Par le jugement déféré, rendu le 27 novembre 1996, le tribunal de grande instance de VERSAILLES a retenu la faute professionnelle commise par Maître JOB qui s'est dessaisi du prix de la vente sans l'accord écrit des parties et alors qu'il ne pouvait ignorer, au vu de la correspondance échangée avec son confrère espagnol, que l'établissement de l'acte authentique présenterait un minimum de difficultés. Le tribunal a retenu que le préjudice était constitué par le fait que, si la vente était parfaite entre les parties, elle demeurait inopposable aux tiers et que, par voie de conséquence, Monsieur Z... ne pouvait procéder à aucune vente de son bien.
Le tribunal a condamné Maître JOB au paiement de la somme de 100.000 francs à titre de dommages-intérêts, avec le bénéfice de l'exécution provisoire, outre la somme de 3.000 francs au titre des frais irrépétibles.
Appelant de ce jugement, Maître JOB fait valoir que dès la signature de la promesse, il a pris contact avec différents notaires espagnols en vue de régulariser l'acte de vente mais n'a pu obtenir leur concours, alors, en outre, qu'il ne s'est dessaisi du prix de la vente que pour parvenir à la prise de possession du bien, demandée par Monsieur Z....
Il précise que les parties étaient parfaitement au courant des difficultés rencontrées pour l'établissement d'un acte publiable en Espagne et qu'au reste il n'a jamais versé de provision à valoir sur
les frais de la vente, ceux-ci étant inconnus.
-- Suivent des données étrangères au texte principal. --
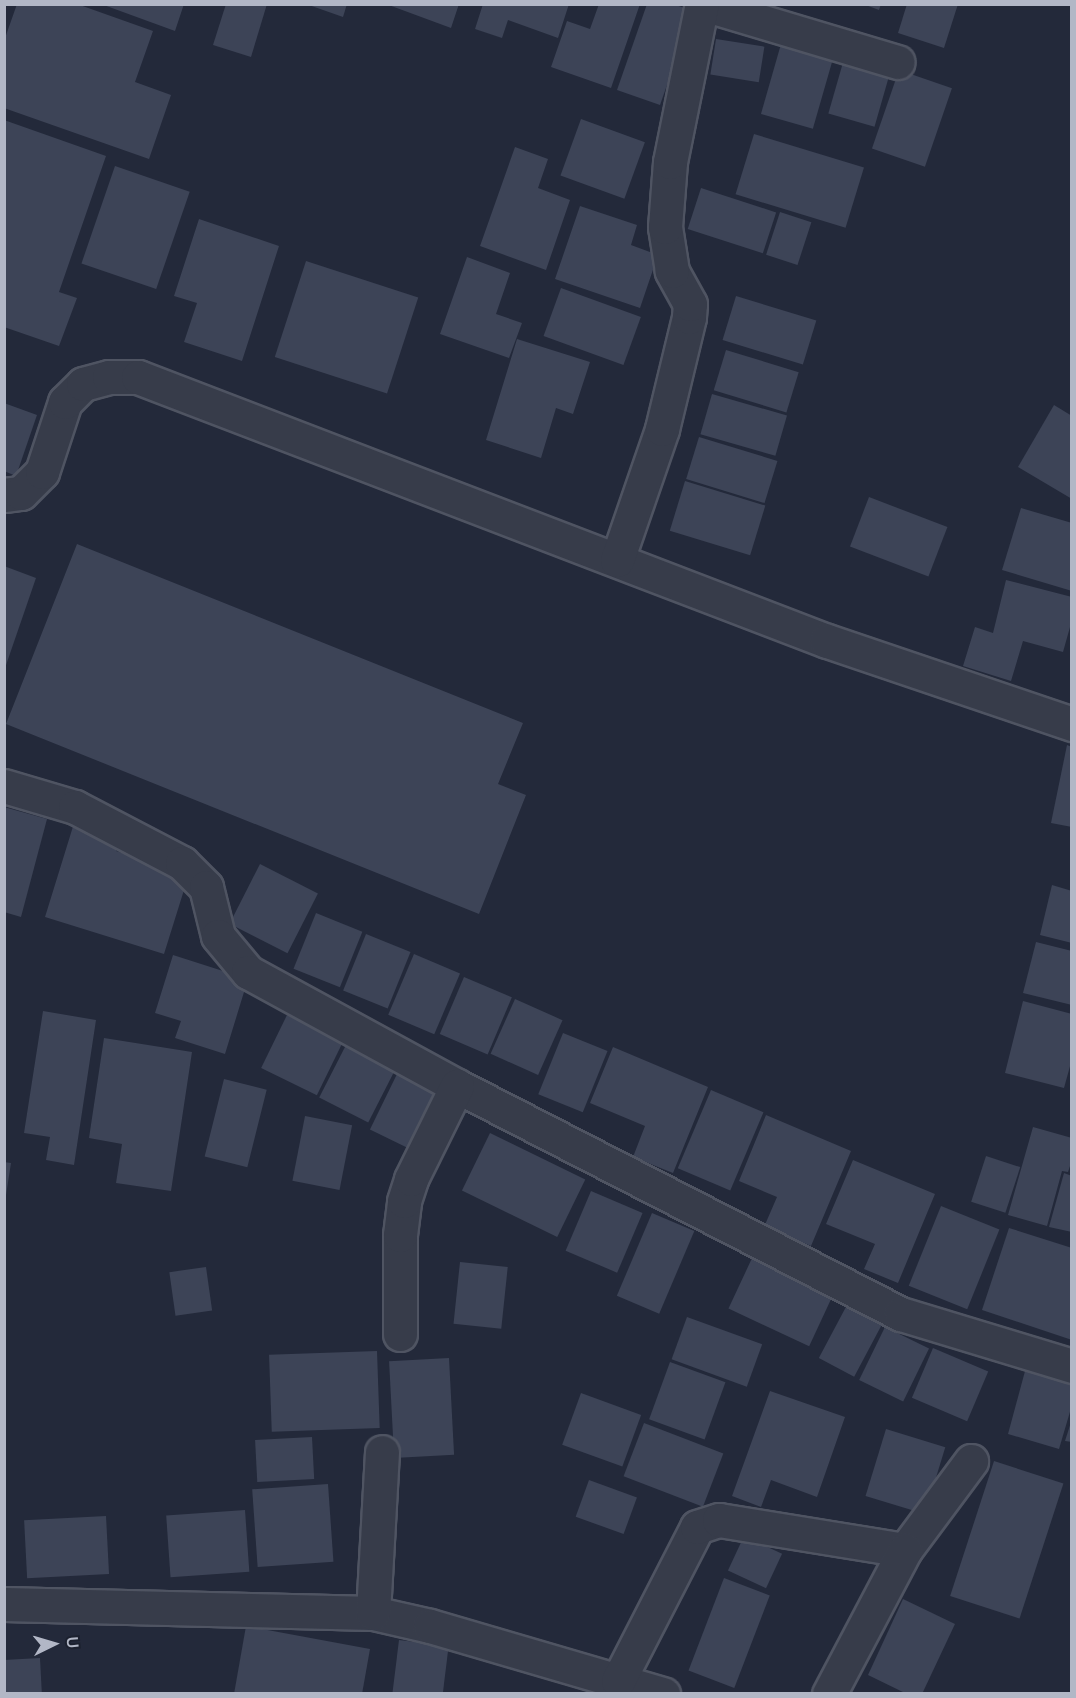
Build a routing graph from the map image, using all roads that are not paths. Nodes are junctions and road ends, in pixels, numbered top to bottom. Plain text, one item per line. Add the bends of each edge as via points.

Il fait encore valoir que la situation n'est pas préjudiciable pour Monsieur Z... qui a pu jouir des lieux normalement depuis 1989 et, éventuellement en retirer les fruits par sa mise en location. Il relève encore que Monsieur Z... ne justifie pas de la perte de chance allèguée à raison de l'impossibilité de vendre l'immeuble. Selon l'appelant, le défaut de transcription en Espagne n'empêchait pas la vente.
Formant appel incident, Monsieur Z... demande, comme en première instance, la somme de 150.000 francs à titre de dommages-intérêts, outre celle de 20.000 francs au titre des frais irrépétibles.
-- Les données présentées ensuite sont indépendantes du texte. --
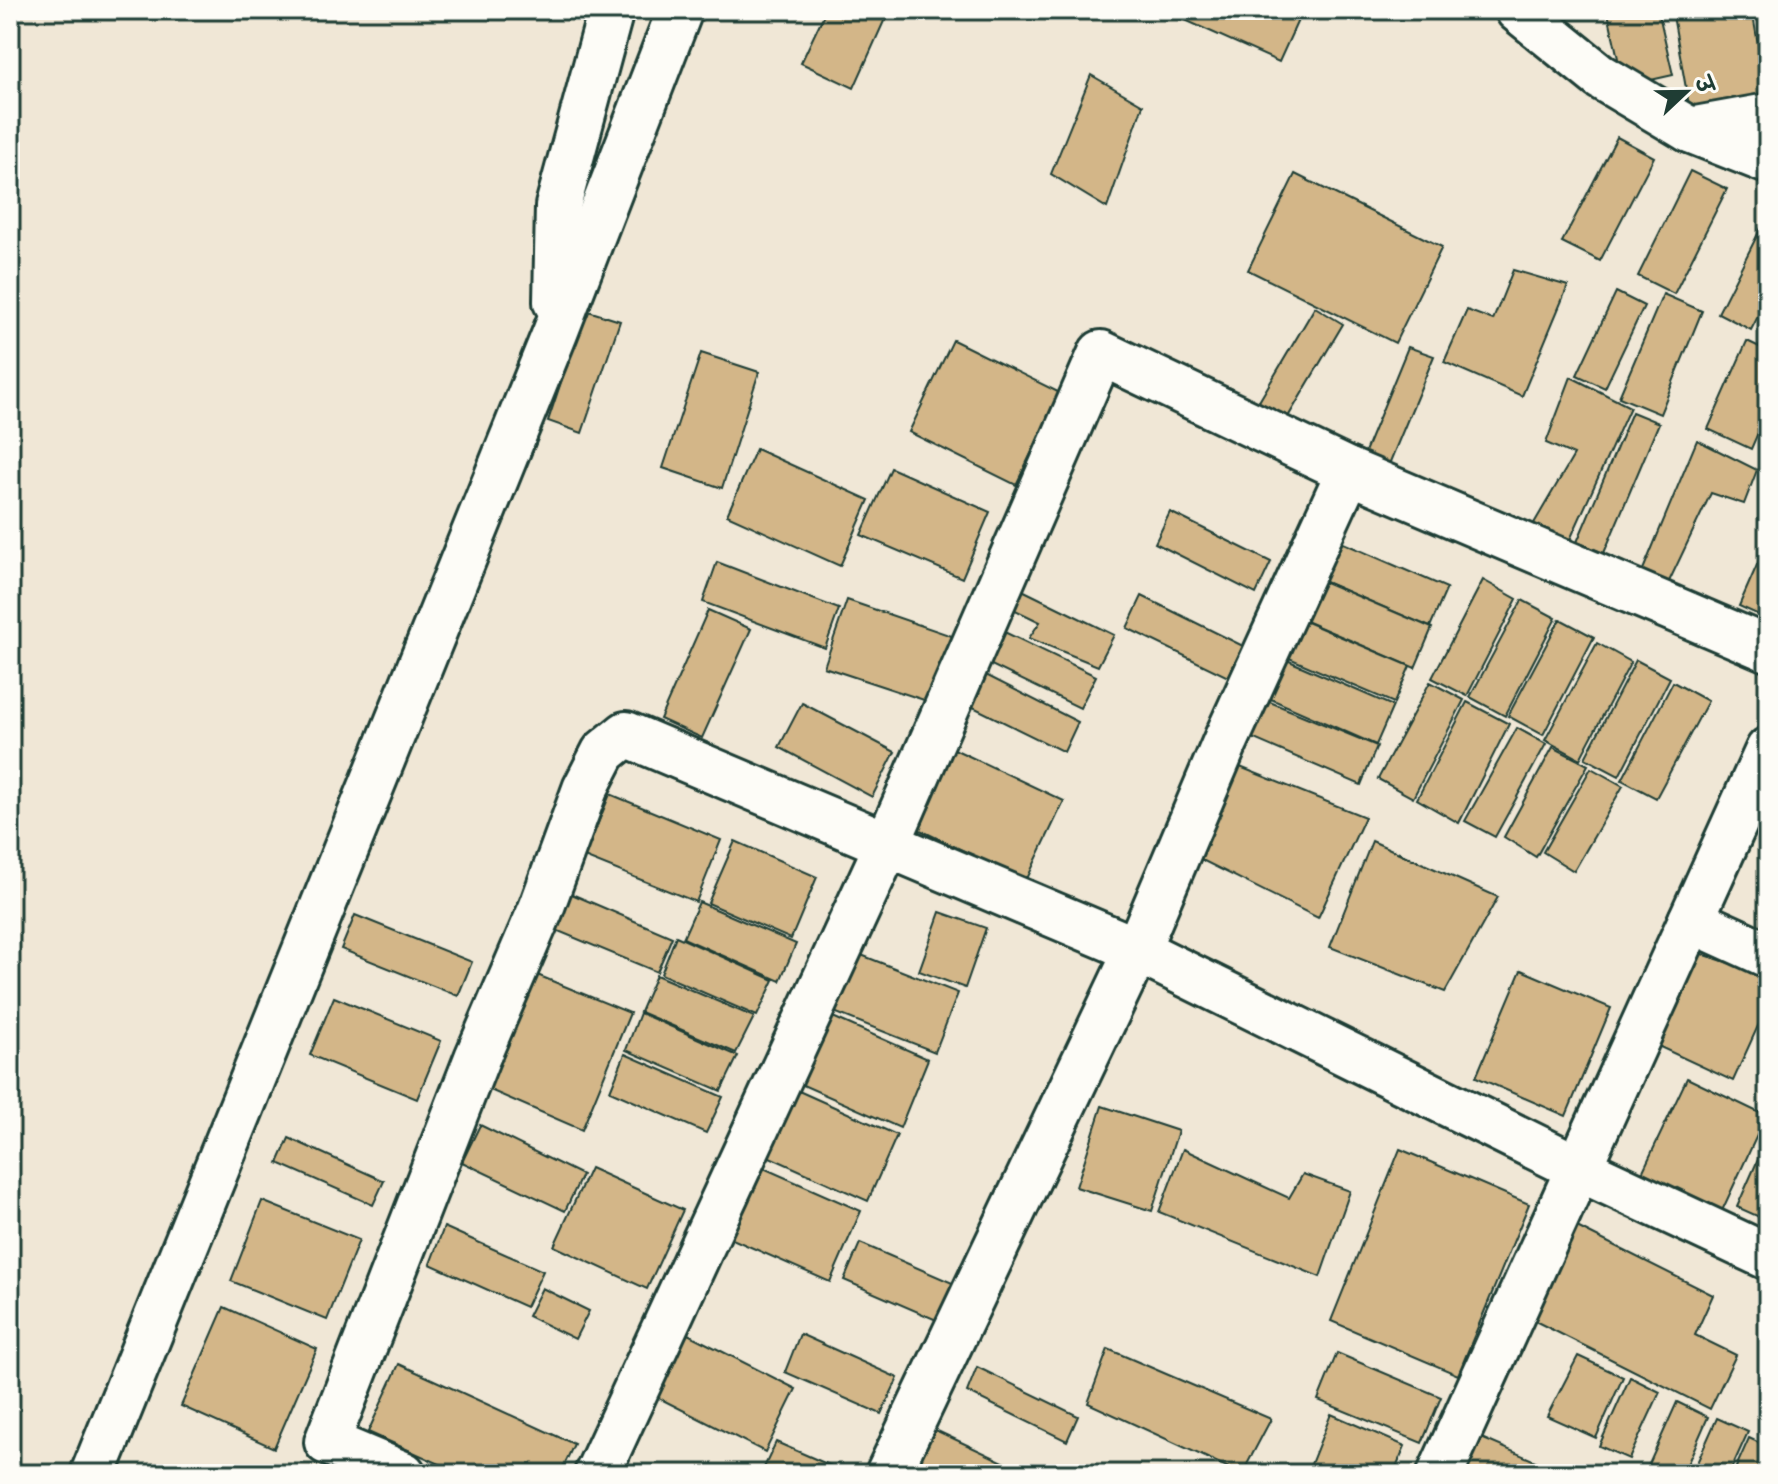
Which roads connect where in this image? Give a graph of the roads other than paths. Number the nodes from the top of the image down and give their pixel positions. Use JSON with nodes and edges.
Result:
{"nodes":[{"id":1,"x":611,"y":10,"type":"edge"},
{"id":2,"x":680,"y":10,"type":"edge"},
{"id":3,"x":1519,"y":10,"type":"edge"},
{"id":4,"x":1768,"y":116,"type":"edge"},
{"id":5,"x":1690,"y":130,"type":"junction"},
{"id":6,"x":1768,"y":161,"type":"edge"},
{"id":7,"x":555,"y":333,"type":"junction"},
{"id":8,"x":1349,"y":471,"type":"junction"},
{"id":9,"x":1768,"y":649,"type":"edge"},
{"id":10,"x":1768,"y":750,"type":"edge"},
{"id":11,"x":887,"y":845,"type":"junction"},
{"id":12,"x":1691,"y":920,"type":"junction"},
{"id":13,"x":1137,"y":950,"type":"junction"},
{"id":14,"x":1768,"y":955,"type":"edge"},
{"id":15,"x":1578,"y":1168,"type":"junction"},
{"id":16,"x":1768,"y":1257,"type":"edge"},
{"id":17,"x":380,"y":1470,"type":"edge"},
{"id":18,"x":93,"y":1474,"type":"edge"},
{"id":19,"x":597,"y":1474,"type":"edge"},
{"id":20,"x":888,"y":1474,"type":"edge"},
{"id":21,"x":1440,"y":1474,"type":"edge"}],
"edges":[{"from":1,"to":7,"type":"street"},
{"from":2,"to":7,"type":"street"},
{"from":3,"to":5,"type":"street"},
{"from":4,"to":5,"type":"street"},
{"from":5,"to":6,"type":"street"},
{"from":7,"to":18,"type":"street"},
{"from":8,"to":9,"type":"street"},
{"from":8,"to":11,"type":"street"},
{"from":8,"to":13,"type":"street"},
{"from":10,"to":12,"type":"street"},
{"from":11,"to":13,"type":"street"},
{"from":11,"to":17,"type":"street"},
{"from":11,"to":19,"type":"street"},
{"from":12,"to":14,"type":"street"},
{"from":12,"to":15,"type":"street"},
{"from":13,"to":15,"type":"street"},
{"from":13,"to":20,"type":"street"},
{"from":15,"to":16,"type":"street"},
{"from":15,"to":21,"type":"street"}]}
Monsieur Z... rappelle que le dernier courrier de Maître JOB remonte au 20 juin 1989 et que les quelques courriers adressés à des notaires espagnols ne sauraient suffire à établir les difficultés rencontrées ; il considère que le notaire n'a pas respecté sa mission d'information et de conseil et a commis une faute grave en remettant le prix de la vente hors toute rédaction de l'acte authentique ; en outre, il fait valoir que le notaire a manqué à son obligation de résultant en ne réalisant pas l'acte authentique et sa publicité. En ce qui concerne son préjudice, il souligne que toute vente était et est impossible. SUR CE, SUR LA RESPONSABILITE DE MAITRE JOB
Considérant que les notaires sont tenus d'une obligation d'information et de conseil ainsi que d'assurer l'efficacité de leur intervention, en leur qualité de rédacteurs d'actes ;
Qu'en l'espèce, Maître JOB ne démontre nullement avoir informé l'acquéreur des difficultés susceptibles de s'opposer à l'établissement de l'acte authentique et ne démontre pas la réalité desdites difficultés ; que les simples courriers adressés à des notaires espagnols ne sauraient établir suffisamment la réalité d'obstacles insurmontables rencontrés en ESPAGNE.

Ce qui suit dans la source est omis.